- Work instruction -
Exactly reproduce the lines from the line that has "Enumerate all labels, symbols" down to the last line of the entries, inclusive.

* * * * * * * * *

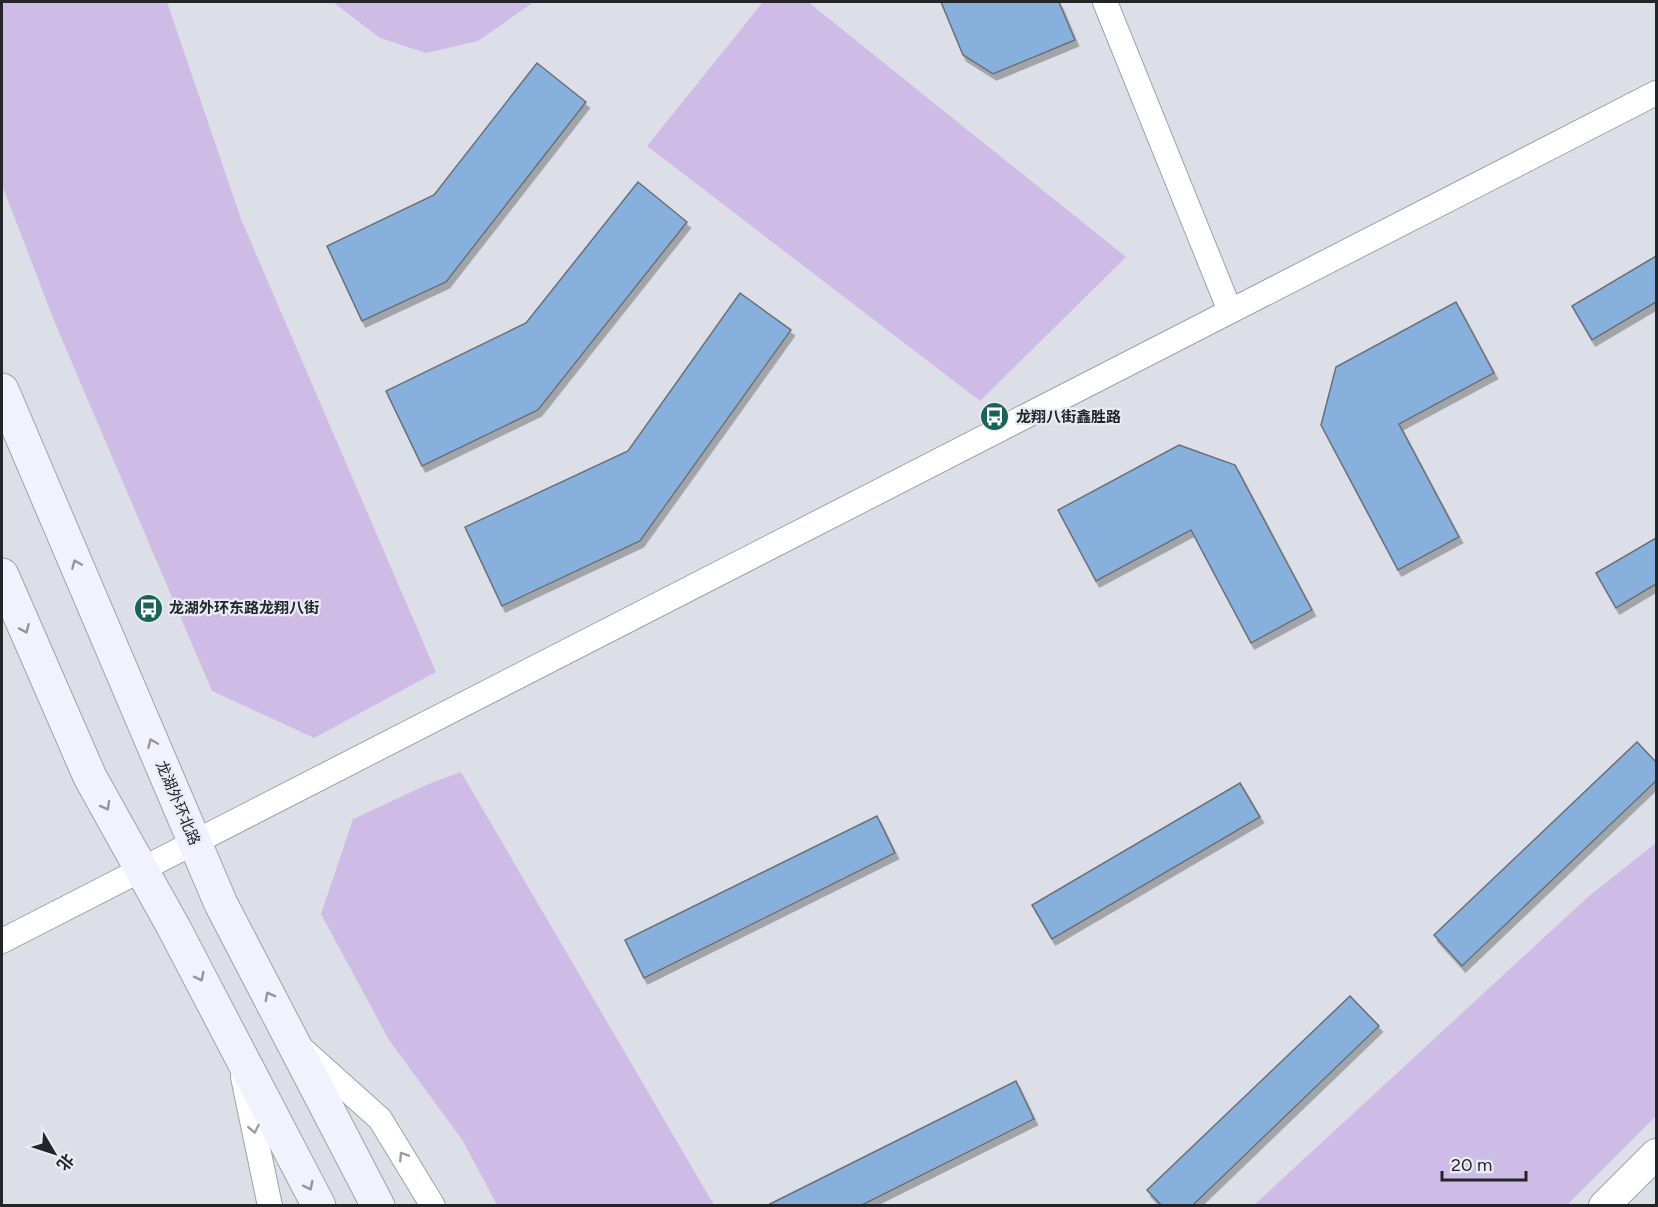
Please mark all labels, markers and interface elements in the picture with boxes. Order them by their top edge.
bus stop icon: 龙翔八街鑫胜路 [979,401,1011,433]
place label: 龙翔八街鑫胜路 [1016,408,1121,426]
one-way arrow [71,559,83,570]
bus stop icon: 龙湖外环东路龙翔八街 [132,592,164,624]
place label: 龙湖外环东路龙翔八街 [169,599,319,617]
one-way arrow [18,623,30,634]
one-way arrow [147,738,159,749]
street label: 龙湖外环北路 [152,758,204,848]
one-way arrow [99,800,110,810]
one-way arrow [193,971,204,982]
one-way arrow [265,992,276,1002]
north arrow [24,1123,84,1183]
one-way arrow [247,1124,260,1134]
scale bar [1442,1144,1526,1182]
text: 北 [53,1150,78,1174]
one-way arrow [399,1151,410,1162]
text: 20 m [1451,1154,1492,1176]
one-way arrow [301,1179,313,1190]

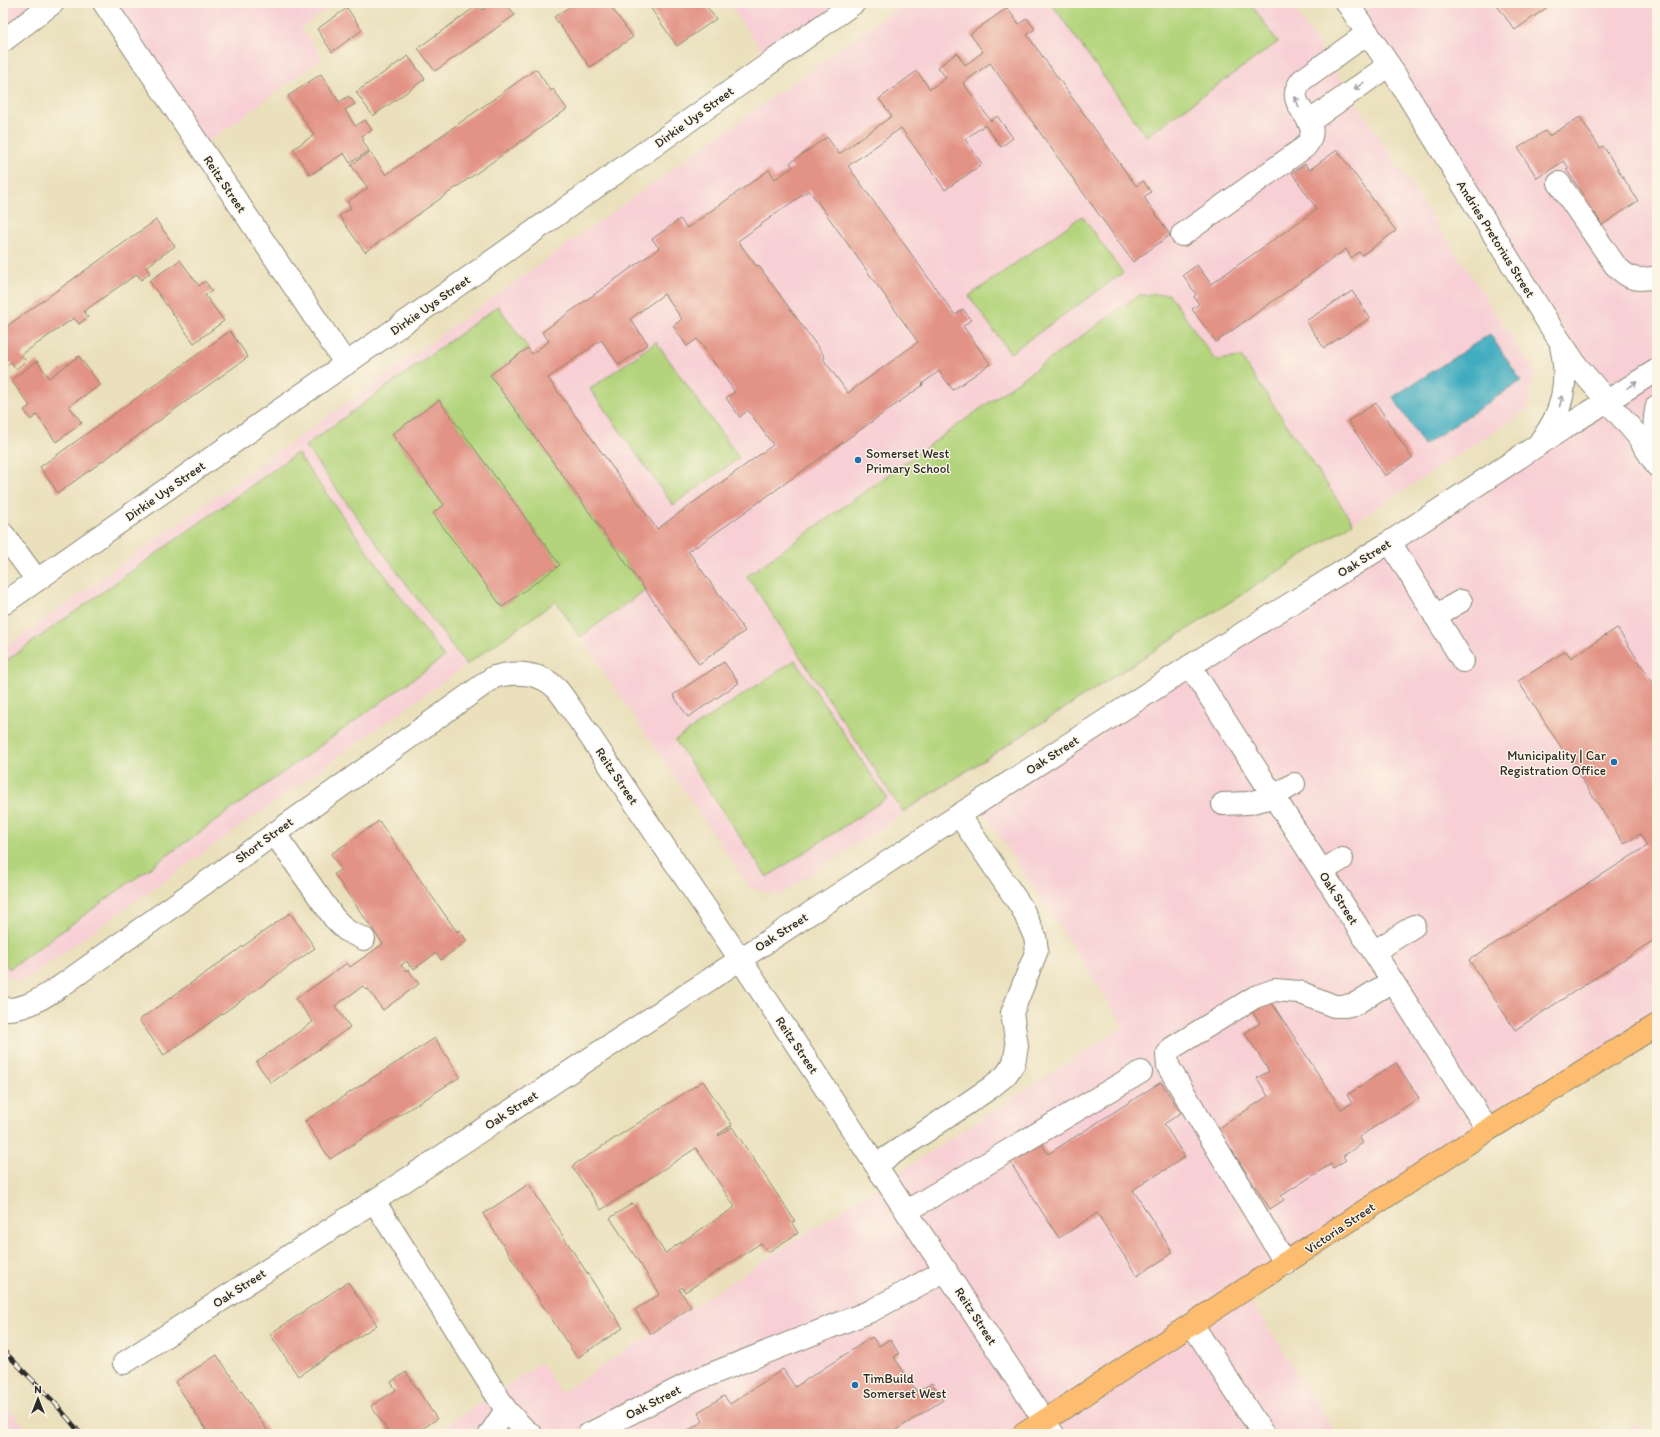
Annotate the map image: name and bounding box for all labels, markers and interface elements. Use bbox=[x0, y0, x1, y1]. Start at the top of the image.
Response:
one-way arrow bbox=[1354, 82, 1365, 90]
street label: Dirkie Uys Street bbox=[651, 83, 737, 151]
one-way arrow bbox=[1293, 96, 1301, 108]
street label: Reitz Street bbox=[200, 153, 250, 216]
street label: Andries Pretorius Street bbox=[1454, 178, 1538, 300]
street label: Dirkie Uys Street bbox=[387, 272, 473, 338]
one-way arrow bbox=[1626, 381, 1638, 389]
one-way arrow bbox=[1557, 395, 1565, 408]
place label: Somerset West Primary School bbox=[866, 446, 950, 476]
marker: Somerset West Primary School bbox=[853, 455, 863, 465]
street label: Dirkie Uys Street bbox=[122, 458, 208, 524]
street label: Oak Street bbox=[1334, 536, 1394, 580]
street label: Oak Street bbox=[1023, 732, 1081, 778]
street label: Reitz Street bbox=[592, 745, 642, 808]
place label: Municipality | Car Registration Office bbox=[1500, 748, 1607, 778]
marker: Municipality | Car Registration Office bbox=[1609, 757, 1619, 767]
street label: Short Street bbox=[232, 814, 296, 866]
street label: Oak Street bbox=[1316, 869, 1362, 927]
street label: Oak Street bbox=[752, 909, 810, 955]
street label: Reitz Street bbox=[772, 1014, 822, 1077]
street label: Oak Street bbox=[482, 1087, 540, 1133]
street label: Victoria Street bbox=[1302, 1199, 1378, 1257]
street label: Oak Street bbox=[210, 1265, 268, 1311]
street label: Reitz Street bbox=[952, 1284, 1000, 1348]
place label: TimBuild Somerset West bbox=[863, 1371, 947, 1401]
north arrow bbox=[18, 1379, 58, 1419]
marker: TimBuild Somerset West bbox=[850, 1380, 860, 1390]
street label: Oak Street bbox=[623, 1382, 683, 1422]
text: N bbox=[34, 1383, 42, 1396]

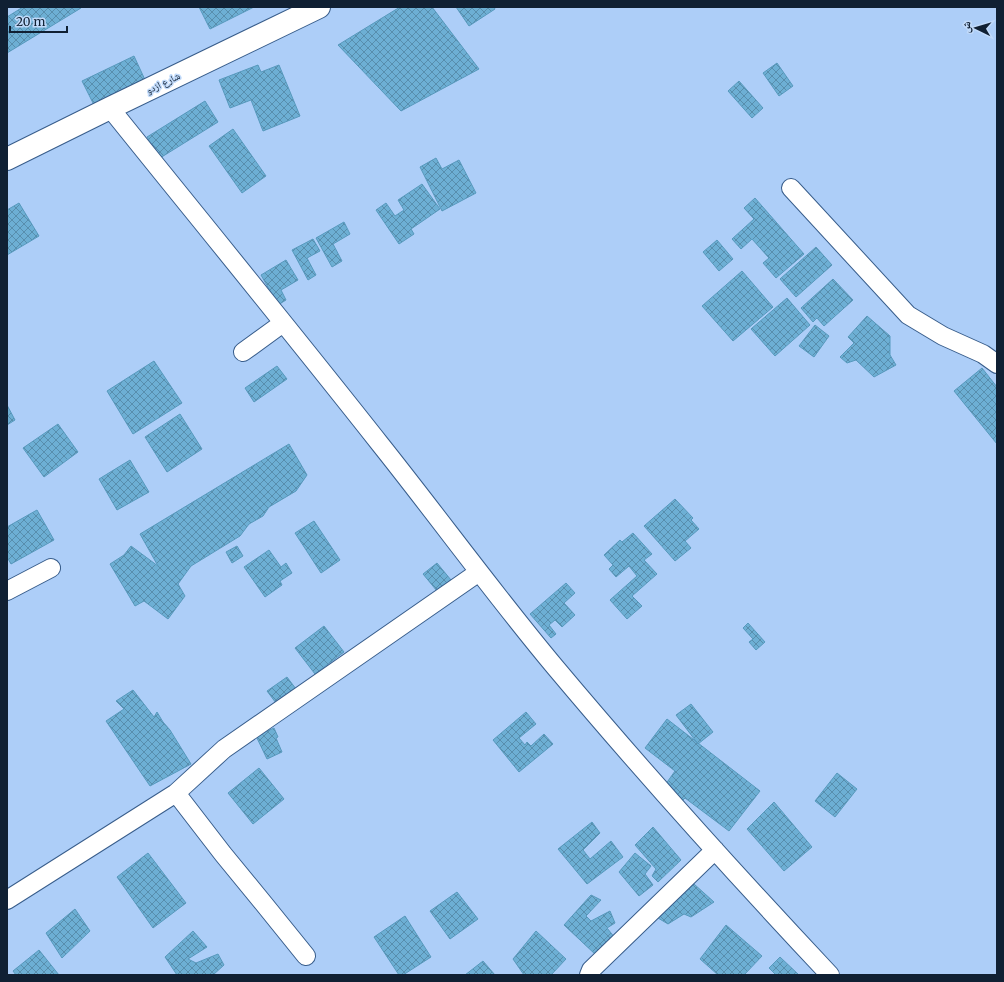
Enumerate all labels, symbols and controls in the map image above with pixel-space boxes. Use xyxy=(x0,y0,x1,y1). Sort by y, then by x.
scale bar xyxy=(10,8,67,34)
north arrow xyxy=(956,8,996,48)
text: 20 m xyxy=(16,14,45,29)
text: ش xyxy=(959,20,975,34)
street label: شارع ازدو xyxy=(144,69,183,97)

* * * * * * * * *

- Output below -
Enumerate all labels, symbols and controls in the map image above with pixel-space boxes. Use xyxy=(x0,y0,x1,y1). Sort by y, then by x.
scale bar xyxy=(10,8,67,34)
north arrow xyxy=(956,8,996,48)
text: 20 m xyxy=(16,14,45,29)
text: ش xyxy=(959,20,975,34)
street label: شارع ازدو xyxy=(144,69,183,97)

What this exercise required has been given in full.